Math, asked by shahsanjay2630, 11 months ago

Prove the following trigonometric identities:
cos/cosecθ+1+cosθ/cosecθ-1=2tanθ

Answers

Answered by harendrachoubay
1

\dfrac{\cos \theta}{\csc \theta+1} +\dfrac{\cos \theta}{\csc \theta-1}=2\tan \theta, proved.

Step-by-step explanation:

To prove that:

\dfrac{\cos \theta}{\csc \theta+1} +\dfrac{\cos \theta}{\csc \theta-1}=2\tan \theta.
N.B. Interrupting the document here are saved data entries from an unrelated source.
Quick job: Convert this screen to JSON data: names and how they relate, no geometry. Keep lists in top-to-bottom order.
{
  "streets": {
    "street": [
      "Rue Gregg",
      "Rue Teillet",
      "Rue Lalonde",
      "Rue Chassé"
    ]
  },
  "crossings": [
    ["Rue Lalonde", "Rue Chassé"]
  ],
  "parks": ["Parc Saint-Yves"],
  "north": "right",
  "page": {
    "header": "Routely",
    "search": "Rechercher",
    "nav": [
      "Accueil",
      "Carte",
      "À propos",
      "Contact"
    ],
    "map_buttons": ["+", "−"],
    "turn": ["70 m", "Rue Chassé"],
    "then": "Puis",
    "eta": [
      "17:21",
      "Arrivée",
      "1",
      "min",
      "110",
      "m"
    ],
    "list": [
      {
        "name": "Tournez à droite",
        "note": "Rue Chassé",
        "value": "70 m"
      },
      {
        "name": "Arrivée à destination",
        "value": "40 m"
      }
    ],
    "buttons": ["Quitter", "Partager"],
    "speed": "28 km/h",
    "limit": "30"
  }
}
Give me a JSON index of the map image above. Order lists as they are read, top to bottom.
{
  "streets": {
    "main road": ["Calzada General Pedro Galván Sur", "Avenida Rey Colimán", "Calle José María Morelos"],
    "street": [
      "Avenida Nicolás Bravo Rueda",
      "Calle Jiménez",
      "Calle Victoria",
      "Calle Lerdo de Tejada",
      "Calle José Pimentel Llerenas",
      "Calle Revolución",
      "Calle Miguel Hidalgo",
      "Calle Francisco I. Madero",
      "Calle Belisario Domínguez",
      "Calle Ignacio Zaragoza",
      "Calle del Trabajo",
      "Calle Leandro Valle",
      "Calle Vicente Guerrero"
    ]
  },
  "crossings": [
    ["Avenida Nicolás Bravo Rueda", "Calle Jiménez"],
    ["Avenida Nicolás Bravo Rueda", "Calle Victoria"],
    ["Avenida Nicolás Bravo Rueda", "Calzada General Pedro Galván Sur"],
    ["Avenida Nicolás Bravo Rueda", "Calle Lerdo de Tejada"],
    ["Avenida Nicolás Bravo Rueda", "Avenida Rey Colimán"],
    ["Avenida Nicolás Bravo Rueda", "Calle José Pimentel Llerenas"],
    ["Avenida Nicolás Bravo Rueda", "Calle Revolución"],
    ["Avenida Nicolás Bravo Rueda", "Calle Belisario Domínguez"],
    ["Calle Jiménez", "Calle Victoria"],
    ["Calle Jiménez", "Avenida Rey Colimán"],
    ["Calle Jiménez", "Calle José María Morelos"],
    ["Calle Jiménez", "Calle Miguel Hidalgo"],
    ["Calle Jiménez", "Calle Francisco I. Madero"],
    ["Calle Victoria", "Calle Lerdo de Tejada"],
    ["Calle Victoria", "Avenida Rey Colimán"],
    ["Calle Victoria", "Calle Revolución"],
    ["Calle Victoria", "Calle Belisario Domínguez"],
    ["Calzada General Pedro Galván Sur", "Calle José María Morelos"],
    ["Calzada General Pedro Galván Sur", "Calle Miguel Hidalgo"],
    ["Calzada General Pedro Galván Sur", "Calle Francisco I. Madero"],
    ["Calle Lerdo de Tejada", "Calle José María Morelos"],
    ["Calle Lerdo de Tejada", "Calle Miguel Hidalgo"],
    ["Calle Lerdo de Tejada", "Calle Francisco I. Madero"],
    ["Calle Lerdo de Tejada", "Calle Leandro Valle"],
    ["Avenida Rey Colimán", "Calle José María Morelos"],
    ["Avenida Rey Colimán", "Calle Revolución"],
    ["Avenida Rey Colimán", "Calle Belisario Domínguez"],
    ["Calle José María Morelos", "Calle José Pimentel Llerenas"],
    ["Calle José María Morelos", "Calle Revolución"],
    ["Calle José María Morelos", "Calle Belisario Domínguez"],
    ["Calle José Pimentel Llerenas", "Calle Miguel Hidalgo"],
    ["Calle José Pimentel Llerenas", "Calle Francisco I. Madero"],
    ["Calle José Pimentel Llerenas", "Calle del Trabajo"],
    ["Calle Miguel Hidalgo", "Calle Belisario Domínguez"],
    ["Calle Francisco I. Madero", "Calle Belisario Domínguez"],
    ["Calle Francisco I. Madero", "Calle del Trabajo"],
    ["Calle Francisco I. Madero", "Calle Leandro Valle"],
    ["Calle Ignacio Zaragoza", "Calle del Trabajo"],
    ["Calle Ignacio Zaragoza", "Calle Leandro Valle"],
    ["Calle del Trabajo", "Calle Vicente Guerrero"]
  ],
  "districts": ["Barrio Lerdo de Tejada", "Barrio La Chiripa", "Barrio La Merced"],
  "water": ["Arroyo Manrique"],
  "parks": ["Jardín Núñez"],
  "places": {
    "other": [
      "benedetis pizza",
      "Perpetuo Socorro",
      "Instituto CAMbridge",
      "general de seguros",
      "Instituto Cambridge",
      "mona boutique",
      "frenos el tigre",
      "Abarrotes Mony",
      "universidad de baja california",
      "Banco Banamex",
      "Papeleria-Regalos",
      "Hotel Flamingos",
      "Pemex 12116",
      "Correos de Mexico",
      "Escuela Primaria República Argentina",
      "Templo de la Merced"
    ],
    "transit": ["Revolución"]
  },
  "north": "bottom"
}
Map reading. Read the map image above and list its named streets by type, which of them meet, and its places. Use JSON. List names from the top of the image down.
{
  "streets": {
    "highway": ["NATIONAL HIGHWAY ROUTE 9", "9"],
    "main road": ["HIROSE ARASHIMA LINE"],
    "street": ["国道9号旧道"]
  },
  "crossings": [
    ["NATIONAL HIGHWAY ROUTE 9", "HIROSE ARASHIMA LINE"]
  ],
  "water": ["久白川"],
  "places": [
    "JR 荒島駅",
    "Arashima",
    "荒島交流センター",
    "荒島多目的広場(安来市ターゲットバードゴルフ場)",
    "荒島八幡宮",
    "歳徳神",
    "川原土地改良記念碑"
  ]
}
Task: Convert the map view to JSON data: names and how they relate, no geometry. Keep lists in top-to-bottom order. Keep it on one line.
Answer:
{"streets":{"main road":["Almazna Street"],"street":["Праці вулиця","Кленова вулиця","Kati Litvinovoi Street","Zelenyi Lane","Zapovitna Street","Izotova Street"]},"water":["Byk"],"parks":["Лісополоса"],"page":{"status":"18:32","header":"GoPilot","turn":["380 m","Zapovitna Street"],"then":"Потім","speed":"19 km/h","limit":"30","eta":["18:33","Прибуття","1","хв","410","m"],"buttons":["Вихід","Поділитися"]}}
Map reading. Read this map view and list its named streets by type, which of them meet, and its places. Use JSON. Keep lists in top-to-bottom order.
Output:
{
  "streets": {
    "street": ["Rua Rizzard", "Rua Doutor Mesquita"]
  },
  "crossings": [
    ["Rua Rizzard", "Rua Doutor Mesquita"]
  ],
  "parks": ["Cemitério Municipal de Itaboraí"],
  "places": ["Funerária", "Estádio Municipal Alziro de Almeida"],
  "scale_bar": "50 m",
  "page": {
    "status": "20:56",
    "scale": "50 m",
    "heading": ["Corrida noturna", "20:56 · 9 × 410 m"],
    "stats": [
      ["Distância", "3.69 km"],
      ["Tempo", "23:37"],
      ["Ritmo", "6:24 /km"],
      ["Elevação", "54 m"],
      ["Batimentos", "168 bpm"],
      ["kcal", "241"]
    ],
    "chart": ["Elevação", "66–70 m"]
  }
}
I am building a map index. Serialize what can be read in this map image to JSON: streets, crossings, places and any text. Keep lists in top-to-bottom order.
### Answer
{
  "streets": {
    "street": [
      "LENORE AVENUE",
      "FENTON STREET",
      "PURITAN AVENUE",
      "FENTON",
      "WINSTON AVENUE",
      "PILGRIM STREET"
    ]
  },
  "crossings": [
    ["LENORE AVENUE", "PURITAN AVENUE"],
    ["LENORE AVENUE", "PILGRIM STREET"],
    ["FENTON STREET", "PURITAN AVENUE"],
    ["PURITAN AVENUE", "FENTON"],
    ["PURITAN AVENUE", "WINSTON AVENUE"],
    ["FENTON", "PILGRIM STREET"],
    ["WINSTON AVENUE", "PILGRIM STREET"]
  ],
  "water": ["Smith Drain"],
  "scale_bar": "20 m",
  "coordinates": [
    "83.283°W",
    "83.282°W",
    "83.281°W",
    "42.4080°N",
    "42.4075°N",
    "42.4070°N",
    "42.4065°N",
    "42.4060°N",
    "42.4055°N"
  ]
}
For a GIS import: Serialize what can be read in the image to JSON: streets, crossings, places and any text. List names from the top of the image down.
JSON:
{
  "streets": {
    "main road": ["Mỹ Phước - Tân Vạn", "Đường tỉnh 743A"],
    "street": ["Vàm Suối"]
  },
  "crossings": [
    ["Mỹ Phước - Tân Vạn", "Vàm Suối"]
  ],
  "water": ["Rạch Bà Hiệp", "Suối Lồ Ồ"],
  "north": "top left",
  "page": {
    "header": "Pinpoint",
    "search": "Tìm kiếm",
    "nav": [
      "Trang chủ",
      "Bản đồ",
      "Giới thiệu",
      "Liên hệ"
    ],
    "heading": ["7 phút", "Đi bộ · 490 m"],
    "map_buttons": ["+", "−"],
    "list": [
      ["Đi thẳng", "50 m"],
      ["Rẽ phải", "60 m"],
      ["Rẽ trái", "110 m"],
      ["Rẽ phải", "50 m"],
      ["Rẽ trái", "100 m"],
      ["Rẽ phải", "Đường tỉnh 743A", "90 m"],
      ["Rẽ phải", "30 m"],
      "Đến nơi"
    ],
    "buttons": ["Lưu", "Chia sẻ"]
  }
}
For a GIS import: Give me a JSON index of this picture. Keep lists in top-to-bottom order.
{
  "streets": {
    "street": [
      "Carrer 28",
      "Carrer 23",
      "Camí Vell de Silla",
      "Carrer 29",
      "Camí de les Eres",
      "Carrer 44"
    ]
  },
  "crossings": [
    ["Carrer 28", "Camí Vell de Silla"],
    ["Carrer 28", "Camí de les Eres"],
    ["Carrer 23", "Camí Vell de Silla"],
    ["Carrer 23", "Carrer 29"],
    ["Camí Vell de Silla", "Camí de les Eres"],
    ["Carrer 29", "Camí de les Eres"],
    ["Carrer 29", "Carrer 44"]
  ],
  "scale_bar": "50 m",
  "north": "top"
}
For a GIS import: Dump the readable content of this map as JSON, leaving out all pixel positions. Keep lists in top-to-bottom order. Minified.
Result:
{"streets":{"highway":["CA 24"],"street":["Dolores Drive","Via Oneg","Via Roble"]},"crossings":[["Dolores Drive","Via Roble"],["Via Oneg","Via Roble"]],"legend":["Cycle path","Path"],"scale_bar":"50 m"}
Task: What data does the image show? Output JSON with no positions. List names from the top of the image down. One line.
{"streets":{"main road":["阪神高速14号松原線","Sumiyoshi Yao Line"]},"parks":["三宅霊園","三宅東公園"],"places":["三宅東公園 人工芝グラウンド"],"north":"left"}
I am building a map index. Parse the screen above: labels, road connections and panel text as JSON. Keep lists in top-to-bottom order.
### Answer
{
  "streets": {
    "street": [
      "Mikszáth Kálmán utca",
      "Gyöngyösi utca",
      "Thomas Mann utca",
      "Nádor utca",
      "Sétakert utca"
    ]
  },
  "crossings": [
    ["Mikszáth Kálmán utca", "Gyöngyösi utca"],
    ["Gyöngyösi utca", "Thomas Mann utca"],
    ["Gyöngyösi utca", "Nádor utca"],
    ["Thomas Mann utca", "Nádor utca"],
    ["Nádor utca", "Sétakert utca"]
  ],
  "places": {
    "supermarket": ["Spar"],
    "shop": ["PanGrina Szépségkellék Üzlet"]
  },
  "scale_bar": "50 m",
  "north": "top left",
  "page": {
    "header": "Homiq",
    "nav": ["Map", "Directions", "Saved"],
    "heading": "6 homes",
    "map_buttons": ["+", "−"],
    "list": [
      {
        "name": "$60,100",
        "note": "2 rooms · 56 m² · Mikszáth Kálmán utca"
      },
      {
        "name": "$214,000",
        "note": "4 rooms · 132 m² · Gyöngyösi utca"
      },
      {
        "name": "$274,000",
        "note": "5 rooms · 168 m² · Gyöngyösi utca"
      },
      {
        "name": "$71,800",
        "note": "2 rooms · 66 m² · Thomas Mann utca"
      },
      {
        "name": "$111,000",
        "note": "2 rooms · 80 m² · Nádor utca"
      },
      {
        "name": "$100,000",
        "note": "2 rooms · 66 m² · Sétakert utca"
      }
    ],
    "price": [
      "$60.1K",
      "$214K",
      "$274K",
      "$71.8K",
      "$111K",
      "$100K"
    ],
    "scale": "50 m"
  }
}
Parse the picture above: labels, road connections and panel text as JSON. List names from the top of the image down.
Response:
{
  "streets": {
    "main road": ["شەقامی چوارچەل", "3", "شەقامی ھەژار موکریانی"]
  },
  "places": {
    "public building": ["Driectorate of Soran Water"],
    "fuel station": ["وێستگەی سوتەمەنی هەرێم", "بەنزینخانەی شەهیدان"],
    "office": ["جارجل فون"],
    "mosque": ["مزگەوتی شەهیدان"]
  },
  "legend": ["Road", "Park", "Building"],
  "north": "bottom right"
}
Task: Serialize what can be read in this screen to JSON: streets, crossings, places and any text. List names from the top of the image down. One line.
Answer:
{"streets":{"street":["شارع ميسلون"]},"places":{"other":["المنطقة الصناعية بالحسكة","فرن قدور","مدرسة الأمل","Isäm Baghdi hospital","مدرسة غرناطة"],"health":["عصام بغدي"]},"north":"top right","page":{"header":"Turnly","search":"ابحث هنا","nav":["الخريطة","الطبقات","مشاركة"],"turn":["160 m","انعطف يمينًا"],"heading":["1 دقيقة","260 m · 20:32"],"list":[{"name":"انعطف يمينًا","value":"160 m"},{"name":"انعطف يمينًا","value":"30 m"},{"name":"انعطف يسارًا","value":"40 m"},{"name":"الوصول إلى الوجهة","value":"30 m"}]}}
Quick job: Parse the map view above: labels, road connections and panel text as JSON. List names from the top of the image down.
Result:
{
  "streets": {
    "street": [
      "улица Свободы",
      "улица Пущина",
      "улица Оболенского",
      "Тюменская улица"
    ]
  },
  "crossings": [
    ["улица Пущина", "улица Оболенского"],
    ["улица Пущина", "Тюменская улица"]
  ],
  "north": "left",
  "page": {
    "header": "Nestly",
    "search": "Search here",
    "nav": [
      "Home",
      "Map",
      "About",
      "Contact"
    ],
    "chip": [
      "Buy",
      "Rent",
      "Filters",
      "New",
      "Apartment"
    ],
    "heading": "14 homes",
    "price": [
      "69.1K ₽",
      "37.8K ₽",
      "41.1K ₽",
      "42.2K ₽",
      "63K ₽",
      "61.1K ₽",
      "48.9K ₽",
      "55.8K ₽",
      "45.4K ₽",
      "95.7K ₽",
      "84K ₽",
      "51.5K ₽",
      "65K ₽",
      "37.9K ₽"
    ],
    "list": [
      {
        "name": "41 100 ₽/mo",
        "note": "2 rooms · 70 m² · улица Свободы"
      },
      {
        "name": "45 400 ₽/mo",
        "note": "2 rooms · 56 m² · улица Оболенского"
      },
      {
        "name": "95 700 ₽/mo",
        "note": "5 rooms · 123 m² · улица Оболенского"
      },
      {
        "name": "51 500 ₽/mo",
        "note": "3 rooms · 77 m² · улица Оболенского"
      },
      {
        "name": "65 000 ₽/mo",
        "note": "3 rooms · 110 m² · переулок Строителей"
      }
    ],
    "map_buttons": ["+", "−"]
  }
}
L.H.S. = \dfrac{\cos \theta}{\csc \theta+1} +\dfrac{\cos \theta}{\csc \theta-1}

To take LCM of denominator part, we get

= \dfrac{\cos \theta(\csc \theta-1)+\cos \theta(\csc \theta+1)}{(\csc \theta+1)(\csc \theta-1)}

Using the algebraic identity,

a^{2} -b^{2} = (a + b)(a - b)

= \dfrac{\cos \theta\csc \theta-\cos \theta+\cos \theta\csc \theta+\cos \theta}{\csc^2 \theta-1^2}

= \dfrac{\cos \theta\csc \theta+\cos \theta\csc \theta}{\csc^2 \theta-1}

= \dfrac{2\cos \theta\csc \theta}{\csc^2 \theta-1}

Using the trigonometric identity,

\csc^2 A - \cot^2 A= 1

\cot^2 A = \csc^2 A -1

= \dfrac{2\cos \theta\csc \theta}{\cot^2 \theta}

= \dfrac{2\cos \theta\csc \theta}{\cot^2 \theta}

Using the trigonometric identity,

\csc A =\dfrac{1}{\sin A} and \cot A =\dfrac{\cos A }{\sin A}

= \dfrac{2\cos \theta\dfrac{1}{\sin A}}{\dfrac{\cos^2 A }{\sin^2 A}}

= \dfrac{2\sin \theta}{\cos \theta}

Using the trigonometric identity,

\tan A =\dfrac{\sin A }{\cos A}

= 2\tan \theta

= R.H.S., proved.

\dfrac{\cos \theta}{\csc \theta+1} +\dfrac{\cos \theta}{\csc \theta-1}=2\tan \theta, proved.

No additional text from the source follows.